§ **Exercise objective**: Repeat the records exactly. Every line must match.

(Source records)

++++++++++

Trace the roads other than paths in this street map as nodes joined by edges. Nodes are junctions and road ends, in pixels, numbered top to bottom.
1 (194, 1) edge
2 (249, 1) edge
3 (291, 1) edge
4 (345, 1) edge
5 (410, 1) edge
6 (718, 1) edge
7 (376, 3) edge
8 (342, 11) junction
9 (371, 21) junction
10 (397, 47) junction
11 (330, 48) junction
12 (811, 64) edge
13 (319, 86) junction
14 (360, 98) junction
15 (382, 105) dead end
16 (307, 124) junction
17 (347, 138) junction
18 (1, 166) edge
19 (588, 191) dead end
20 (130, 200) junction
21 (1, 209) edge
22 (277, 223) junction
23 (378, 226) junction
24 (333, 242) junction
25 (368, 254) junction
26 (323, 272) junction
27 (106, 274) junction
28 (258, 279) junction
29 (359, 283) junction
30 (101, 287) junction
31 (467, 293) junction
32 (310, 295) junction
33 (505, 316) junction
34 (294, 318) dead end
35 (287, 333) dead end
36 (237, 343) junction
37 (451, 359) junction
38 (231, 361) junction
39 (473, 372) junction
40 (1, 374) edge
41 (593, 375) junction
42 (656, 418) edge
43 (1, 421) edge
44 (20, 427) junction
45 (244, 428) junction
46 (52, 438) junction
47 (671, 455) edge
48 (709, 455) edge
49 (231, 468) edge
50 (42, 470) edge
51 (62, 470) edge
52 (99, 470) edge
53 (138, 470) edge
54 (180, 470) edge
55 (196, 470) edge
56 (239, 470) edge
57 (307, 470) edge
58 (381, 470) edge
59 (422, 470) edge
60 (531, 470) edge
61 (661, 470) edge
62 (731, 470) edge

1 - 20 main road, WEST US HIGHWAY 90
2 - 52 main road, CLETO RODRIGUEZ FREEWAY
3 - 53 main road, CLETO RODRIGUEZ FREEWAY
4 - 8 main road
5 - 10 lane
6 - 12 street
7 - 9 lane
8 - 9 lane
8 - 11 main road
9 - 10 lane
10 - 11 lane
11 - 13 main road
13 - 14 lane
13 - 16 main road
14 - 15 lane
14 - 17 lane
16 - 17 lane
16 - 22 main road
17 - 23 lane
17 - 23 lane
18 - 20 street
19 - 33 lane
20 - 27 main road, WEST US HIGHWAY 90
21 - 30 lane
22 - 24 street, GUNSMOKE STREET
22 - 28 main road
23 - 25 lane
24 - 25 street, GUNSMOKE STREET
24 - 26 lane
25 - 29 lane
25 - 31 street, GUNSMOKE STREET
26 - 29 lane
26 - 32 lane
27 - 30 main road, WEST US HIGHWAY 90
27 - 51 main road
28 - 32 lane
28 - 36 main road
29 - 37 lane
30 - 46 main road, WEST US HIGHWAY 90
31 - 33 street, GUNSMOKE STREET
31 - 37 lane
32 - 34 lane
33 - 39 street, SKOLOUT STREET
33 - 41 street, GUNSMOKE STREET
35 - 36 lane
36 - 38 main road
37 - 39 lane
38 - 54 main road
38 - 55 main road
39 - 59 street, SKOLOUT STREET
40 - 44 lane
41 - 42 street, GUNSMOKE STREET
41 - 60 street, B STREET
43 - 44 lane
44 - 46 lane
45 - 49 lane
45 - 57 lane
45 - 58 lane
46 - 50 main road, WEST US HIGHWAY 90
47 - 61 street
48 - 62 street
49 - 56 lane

++++++++++

§ **Solution to this task**:
Trace the roads other than paths in this street map as nodes joined by edges. Nodes are junctions and road ends, in pixels, numbered top to bottom.
1 (194, 1) edge
2 (249, 1) edge
3 (291, 1) edge
4 (345, 1) edge
5 (410, 1) edge
6 (718, 1) edge
7 (376, 3) edge
8 (342, 11) junction
9 (371, 21) junction
10 (397, 47) junction
11 (330, 48) junction
12 (811, 64) edge
13 (319, 86) junction
14 (360, 98) junction
15 (382, 105) dead end
16 (307, 124) junction
17 (347, 138) junction
18 (1, 166) edge
19 (588, 191) dead end
20 (130, 200) junction
21 (1, 209) edge
22 (277, 223) junction
23 (378, 226) junction
24 (333, 242) junction
25 (368, 254) junction
26 (323, 272) junction
27 (106, 274) junction
28 (258, 279) junction
29 (359, 283) junction
30 (101, 287) junction
31 (467, 293) junction
32 (310, 295) junction
33 (505, 316) junction
34 (294, 318) dead end
35 (287, 333) dead end
36 (237, 343) junction
37 (451, 359) junction
38 (231, 361) junction
39 (473, 372) junction
40 (1, 374) edge
41 (593, 375) junction
42 (656, 418) edge
43 (1, 421) edge
44 (20, 427) junction
45 (244, 428) junction
46 (52, 438) junction
47 (671, 455) edge
48 (709, 455) edge
49 (231, 468) edge
50 (42, 470) edge
51 (62, 470) edge
52 (99, 470) edge
53 (138, 470) edge
54 (180, 470) edge
55 (196, 470) edge
56 (239, 470) edge
57 (307, 470) edge
58 (381, 470) edge
59 (422, 470) edge
60 (531, 470) edge
61 (661, 470) edge
62 (731, 470) edge

1 - 20 main road, WEST US HIGHWAY 90
2 - 52 main road, CLETO RODRIGUEZ FREEWAY
3 - 53 main road, CLETO RODRIGUEZ FREEWAY
4 - 8 main road
5 - 10 lane
6 - 12 street
7 - 9 lane
8 - 9 lane
8 - 11 main road
9 - 10 lane
10 - 11 lane
11 - 13 main road
13 - 14 lane
13 - 16 main road
14 - 15 lane
14 - 17 lane
16 - 17 lane
16 - 22 main road
17 - 23 lane
17 - 23 lane
18 - 20 street
19 - 33 lane
20 - 27 main road, WEST US HIGHWAY 90
21 - 30 lane
22 - 24 street, GUNSMOKE STREET
22 - 28 main road
23 - 25 lane
24 - 25 street, GUNSMOKE STREET
24 - 26 lane
25 - 29 lane
25 - 31 street, GUNSMOKE STREET
26 - 29 lane
26 - 32 lane
27 - 30 main road, WEST US HIGHWAY 90
27 - 51 main road
28 - 32 lane
28 - 36 main road
29 - 37 lane
30 - 46 main road, WEST US HIGHWAY 90
31 - 33 street, GUNSMOKE STREET
31 - 37 lane
32 - 34 lane
33 - 39 street, SKOLOUT STREET
33 - 41 street, GUNSMOKE STREET
35 - 36 lane
36 - 38 main road
37 - 39 lane
38 - 54 main road
38 - 55 main road
39 - 59 street, SKOLOUT STREET
40 - 44 lane
41 - 42 street, GUNSMOKE STREET
41 - 60 street, B STREET
43 - 44 lane
44 - 46 lane
45 - 49 lane
45 - 57 lane
45 - 58 lane
46 - 50 main road, WEST US HIGHWAY 90
47 - 61 street
48 - 62 street
49 - 56 lane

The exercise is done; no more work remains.